◆ Your goal
In the data below, find each line containing the string "Møllendalsveien" and return it.

◆ Information

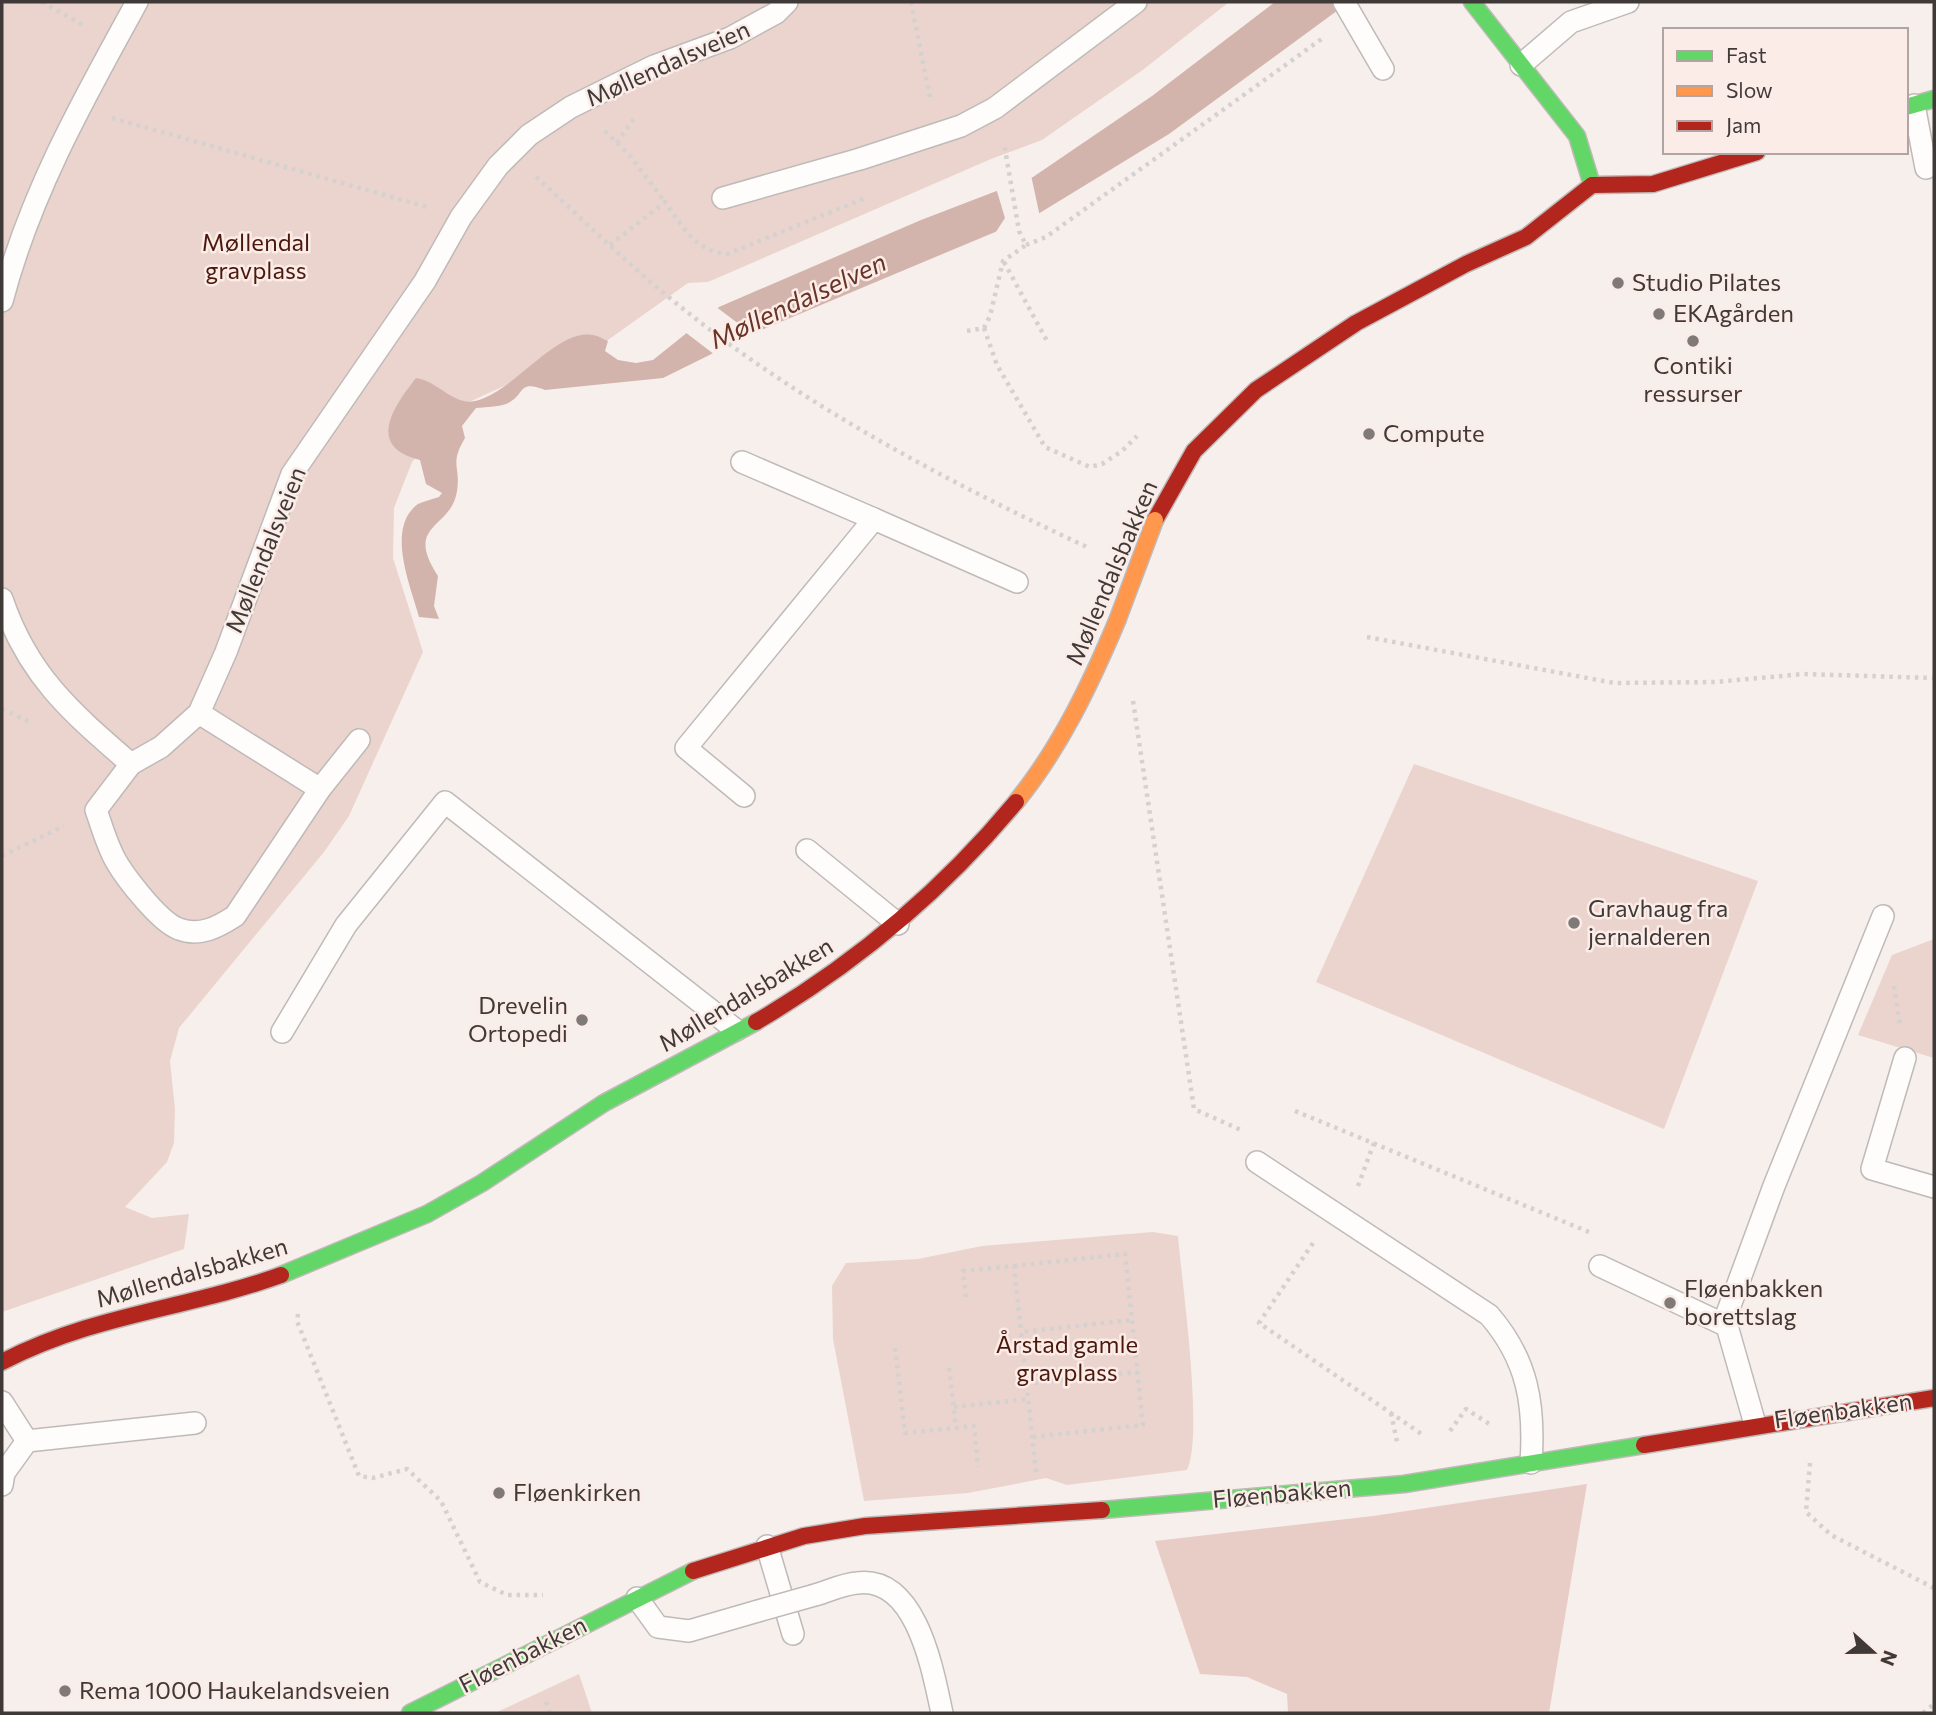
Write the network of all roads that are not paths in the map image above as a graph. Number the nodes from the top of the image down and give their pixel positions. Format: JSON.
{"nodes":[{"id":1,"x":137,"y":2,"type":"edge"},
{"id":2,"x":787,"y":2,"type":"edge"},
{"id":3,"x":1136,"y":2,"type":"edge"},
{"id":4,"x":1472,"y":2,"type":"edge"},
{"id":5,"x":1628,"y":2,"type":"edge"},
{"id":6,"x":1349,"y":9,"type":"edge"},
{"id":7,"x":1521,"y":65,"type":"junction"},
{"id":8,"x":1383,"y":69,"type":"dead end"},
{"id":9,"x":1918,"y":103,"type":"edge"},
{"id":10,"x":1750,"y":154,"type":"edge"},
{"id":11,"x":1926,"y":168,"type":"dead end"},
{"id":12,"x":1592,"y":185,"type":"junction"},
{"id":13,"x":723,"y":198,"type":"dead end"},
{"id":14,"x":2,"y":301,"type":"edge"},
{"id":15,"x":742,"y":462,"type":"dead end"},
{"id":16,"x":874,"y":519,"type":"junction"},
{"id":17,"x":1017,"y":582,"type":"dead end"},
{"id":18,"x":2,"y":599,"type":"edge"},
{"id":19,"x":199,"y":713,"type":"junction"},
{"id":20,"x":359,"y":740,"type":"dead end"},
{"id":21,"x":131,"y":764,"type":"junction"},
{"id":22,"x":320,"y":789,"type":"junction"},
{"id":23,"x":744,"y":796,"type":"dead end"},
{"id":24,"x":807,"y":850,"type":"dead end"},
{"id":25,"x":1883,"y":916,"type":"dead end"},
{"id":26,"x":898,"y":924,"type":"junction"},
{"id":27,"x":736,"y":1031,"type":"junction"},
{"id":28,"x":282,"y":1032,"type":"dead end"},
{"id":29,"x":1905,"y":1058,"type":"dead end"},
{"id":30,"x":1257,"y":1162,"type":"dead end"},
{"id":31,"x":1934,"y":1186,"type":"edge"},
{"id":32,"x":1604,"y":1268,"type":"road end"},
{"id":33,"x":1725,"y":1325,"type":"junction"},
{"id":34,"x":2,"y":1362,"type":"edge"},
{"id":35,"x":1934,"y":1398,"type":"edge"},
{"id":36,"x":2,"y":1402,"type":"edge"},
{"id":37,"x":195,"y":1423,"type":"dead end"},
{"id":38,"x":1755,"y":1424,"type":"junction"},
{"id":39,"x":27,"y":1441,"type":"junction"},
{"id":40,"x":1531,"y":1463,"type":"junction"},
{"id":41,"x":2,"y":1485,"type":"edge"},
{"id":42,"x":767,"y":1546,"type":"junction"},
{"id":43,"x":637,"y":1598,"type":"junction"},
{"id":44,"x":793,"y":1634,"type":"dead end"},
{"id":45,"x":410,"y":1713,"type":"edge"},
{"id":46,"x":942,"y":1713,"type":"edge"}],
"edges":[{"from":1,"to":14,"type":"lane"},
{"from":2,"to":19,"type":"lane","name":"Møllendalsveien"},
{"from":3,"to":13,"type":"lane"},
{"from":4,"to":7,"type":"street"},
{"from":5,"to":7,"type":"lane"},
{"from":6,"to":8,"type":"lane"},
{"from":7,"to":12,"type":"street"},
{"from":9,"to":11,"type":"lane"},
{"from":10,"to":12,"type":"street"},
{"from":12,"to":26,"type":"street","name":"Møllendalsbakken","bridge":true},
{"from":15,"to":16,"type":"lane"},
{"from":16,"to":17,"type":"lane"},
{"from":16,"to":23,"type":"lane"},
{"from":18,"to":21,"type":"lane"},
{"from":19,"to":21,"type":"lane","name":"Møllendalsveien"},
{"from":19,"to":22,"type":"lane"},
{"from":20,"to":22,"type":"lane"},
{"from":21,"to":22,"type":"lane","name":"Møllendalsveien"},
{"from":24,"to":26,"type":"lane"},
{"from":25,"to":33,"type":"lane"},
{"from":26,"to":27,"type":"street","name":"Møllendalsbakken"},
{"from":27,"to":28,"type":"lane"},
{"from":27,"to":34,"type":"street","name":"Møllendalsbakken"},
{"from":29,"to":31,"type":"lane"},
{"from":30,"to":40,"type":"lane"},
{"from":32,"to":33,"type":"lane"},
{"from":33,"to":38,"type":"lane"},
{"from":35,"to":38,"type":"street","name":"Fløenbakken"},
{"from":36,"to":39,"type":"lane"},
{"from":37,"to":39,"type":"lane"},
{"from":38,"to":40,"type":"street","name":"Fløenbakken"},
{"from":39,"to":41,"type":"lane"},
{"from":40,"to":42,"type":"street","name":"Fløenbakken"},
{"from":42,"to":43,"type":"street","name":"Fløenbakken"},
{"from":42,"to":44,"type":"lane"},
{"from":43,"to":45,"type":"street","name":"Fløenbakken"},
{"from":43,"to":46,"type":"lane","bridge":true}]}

◆ Answer to the exercise
{"from":2,"to":19,"type":"lane","name":"Møllendalsveien"},
{"from":19,"to":21,"type":"lane","name":"Møllendalsveien"},
{"from":21,"to":22,"type":"lane","name":"Møllendalsveien"},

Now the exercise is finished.